Cuanto
más antiguos, los recuerdos tienden a ser más caprichosos, más
maleables, más susceptibles a cambios sutiles pero significativos. Pero
algunos quedan fijos, no necesitan embellecimiento ni se dejan alterar.
Sí suceden cosas extrañas, como el recuerdo monocromático: de manera
casi invariable, mis recuerdos de los ’70 son en blanco y negro. Quizás
ayuda el tono de las fotos familiares de la época, pero hay cosas que no
poseen ningún registro fotográfico y, sin embargo, asoman a la
superficie de la memoria sin colores. Lo que, aunque parezca una
contradicción, no significa que no tengan color.

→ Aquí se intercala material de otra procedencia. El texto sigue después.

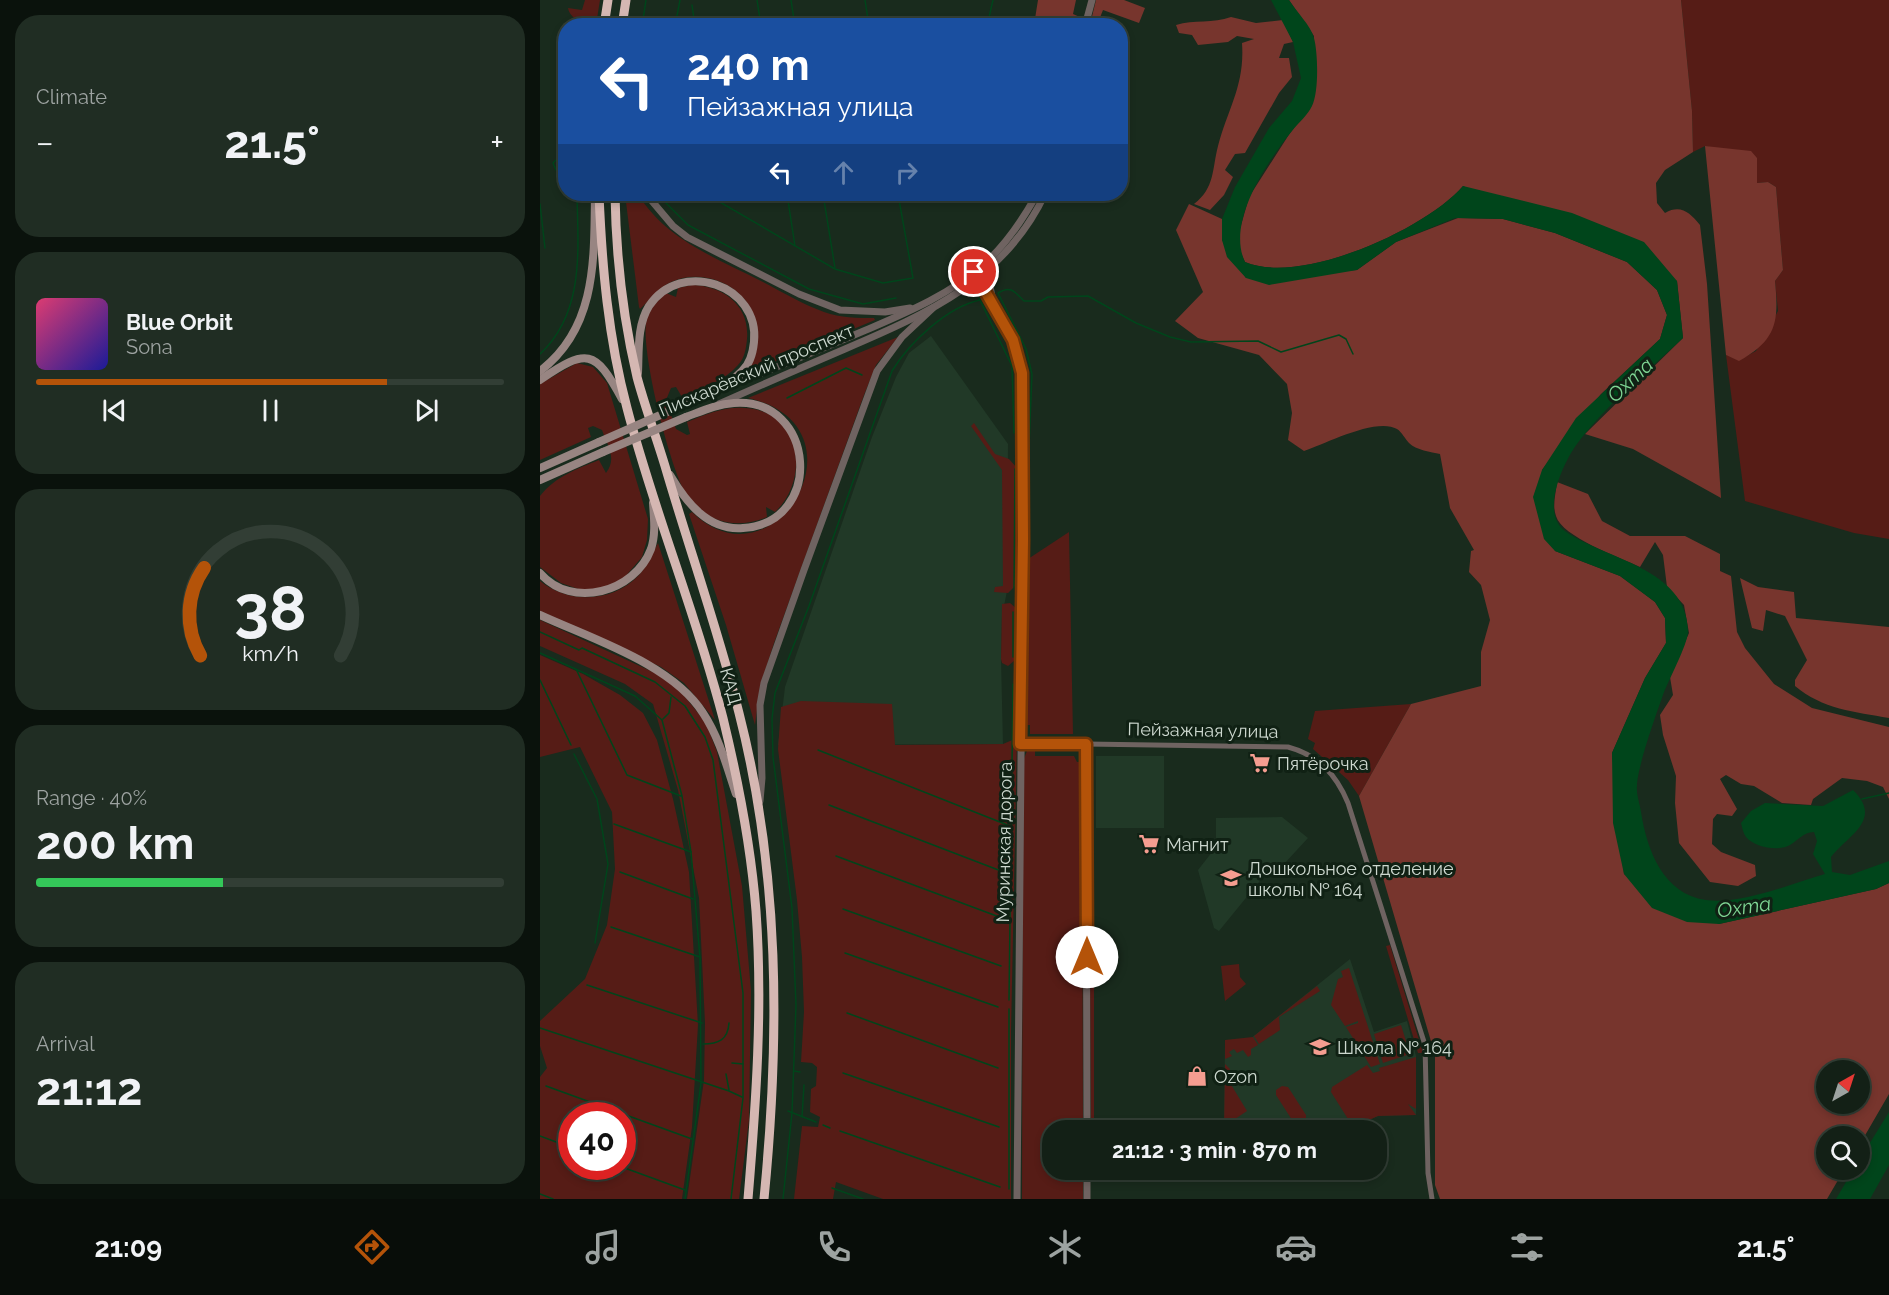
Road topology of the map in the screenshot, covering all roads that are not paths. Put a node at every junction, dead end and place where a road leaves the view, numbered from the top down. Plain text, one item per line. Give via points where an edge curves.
1 (608, 0) edge
2 (626, 0) edge
3 (1092, 0) edge
4 (605, 18) edge
5 (623, 18) edge
6 (1087, 18) edge
7 (597, 201) edge
8 (598, 201) edge
9 (616, 201) edge
10 (652, 201) edge
11 (1032, 201) edge
12 (1042, 201) edge
13 (993, 267) junction
14 (977, 275) junction
15 (959, 293) junction
16 (993, 302) junction
17 (919, 307) junction
18 (933, 308) junction
19 (540, 371) edge
20 (638, 378) junction
21 (540, 380) edge
22 (717, 390) junction
23 (627, 407) junction
24 (711, 407) junction
25 (665, 466) junction
26 (540, 468) edge
27 (566, 468) junction
28 (540, 480) edge
29 (540, 486) edge
30 (653, 495) junction
31 (540, 573) edge
32 (540, 615) edge
33 (1020, 744) junction
34 (1086, 744) junction
35 (741, 808) junction
36 (759, 809) junction
37 (1087, 1120) edge
38 (1087, 1180) edge
39 (748, 1199) edge
40 (764, 1199) edge
41 (1017, 1199) edge
42 (1087, 1199) edge
43 (1432, 1199) edge

1 - 4 highway
2 - 5 highway
3 - 6 street
7 - 19 main road via 593,273 586,306 573,336
8 - 23 highway, КАД via 611,338
9 - 20 highway, КАД via 624,306
10 - 17 street via 687,237 820,303 856,312
11 - 14 street via 1004,244
12 - 13 street via 1019,237
13 - 14 street
13 - 16 street
14 - 15 street, Пискарёвский проспект
14 - 16 street, Муринская дорога
14 - 17 street, Пискарёвский проспект
15 - 16 street via 979,291
15 - 18 street, Пискарёвский проспект
16 - 33 street, Муринская дорога via 1016,347 1022,373
17 - 22 street, Пискарёвский проспект via 791,363
18 - 24 street, Пискарёвский проспект
18 - 36 street via 902,338 877,371 764,683 760,705
20 - 22 main road via 641,325 650,305 671,287 694,281 710,282 736,295 753,318 755,332 748,364
20 - 25 highway, КАД
21 - 23 main road via 575,358 588,358 605,369
22 - 26 main road, Пискарёвский проспект, bridge
23 - 30 highway, КАД
24 - 25 main road via 735,402 753,405 768,410 787,425 797,443 802,466 797,488 785,509 759,526 738,529 715,523 688,502
24 - 27 main road, Пискарёвский проспект, bridge
25 - 36 highway, КАД via 739,712
27 - 28 main road, Пискарёвский проспект
27 - 29 main road
30 - 31 main road via 654,536 642,565 629,579 611,589 582,592 563,589
30 - 35 highway, КАД via 698,630
32 - 35 main road via 681,686 711,726
33 - 34 street, Пейзажная улица
33 - 41 street, Муринская дорога
34 - 37 street
34 - 43 street, Пейзажная улица via 1288,747 1319,761 1337,780 1348,802 1425,1045
35 - 39 highway, КАД via 756,910 758,991 757,1075
36 - 40 highway, КАД via 771,907 775,991 773,1097
38 - 42 street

María Elena Walsh trajo color a esa realidad blanco y negro. En una
época oscura, pesada, mi madre tenía la invalorable costumbre de, el día
de cobro, a comienzos de mes, volver a casa con un par de vinilos.

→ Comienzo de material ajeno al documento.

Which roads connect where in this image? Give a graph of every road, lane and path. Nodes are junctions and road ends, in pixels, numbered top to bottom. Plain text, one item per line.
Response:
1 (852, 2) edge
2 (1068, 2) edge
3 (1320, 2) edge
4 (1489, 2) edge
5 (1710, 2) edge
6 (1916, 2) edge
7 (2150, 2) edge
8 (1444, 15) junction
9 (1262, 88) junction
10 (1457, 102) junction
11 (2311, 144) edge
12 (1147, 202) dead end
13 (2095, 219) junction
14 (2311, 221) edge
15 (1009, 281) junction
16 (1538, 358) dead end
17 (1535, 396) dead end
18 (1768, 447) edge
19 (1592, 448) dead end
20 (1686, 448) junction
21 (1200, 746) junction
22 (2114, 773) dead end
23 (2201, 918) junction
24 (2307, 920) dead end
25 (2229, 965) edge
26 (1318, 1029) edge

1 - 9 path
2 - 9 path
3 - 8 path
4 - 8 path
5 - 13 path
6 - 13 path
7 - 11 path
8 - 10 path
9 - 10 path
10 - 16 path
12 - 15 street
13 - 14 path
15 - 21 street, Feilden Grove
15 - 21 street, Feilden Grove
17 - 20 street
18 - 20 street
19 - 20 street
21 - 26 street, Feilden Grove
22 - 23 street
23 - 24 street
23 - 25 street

Podía ser Zitarrosa o The Beatles, Les Luthiers o Julio Iglesias (en
nuestra discoteca llegaban a convivir esas cosas), pero lo que nos
encendía a los menores del hogar era cuando anunciaba –a través del
mostro de baquelita al que llamábamos “teléfono”– que había un nuevo
disco de María Elena Walsh y que lo tendríamos esa tarde.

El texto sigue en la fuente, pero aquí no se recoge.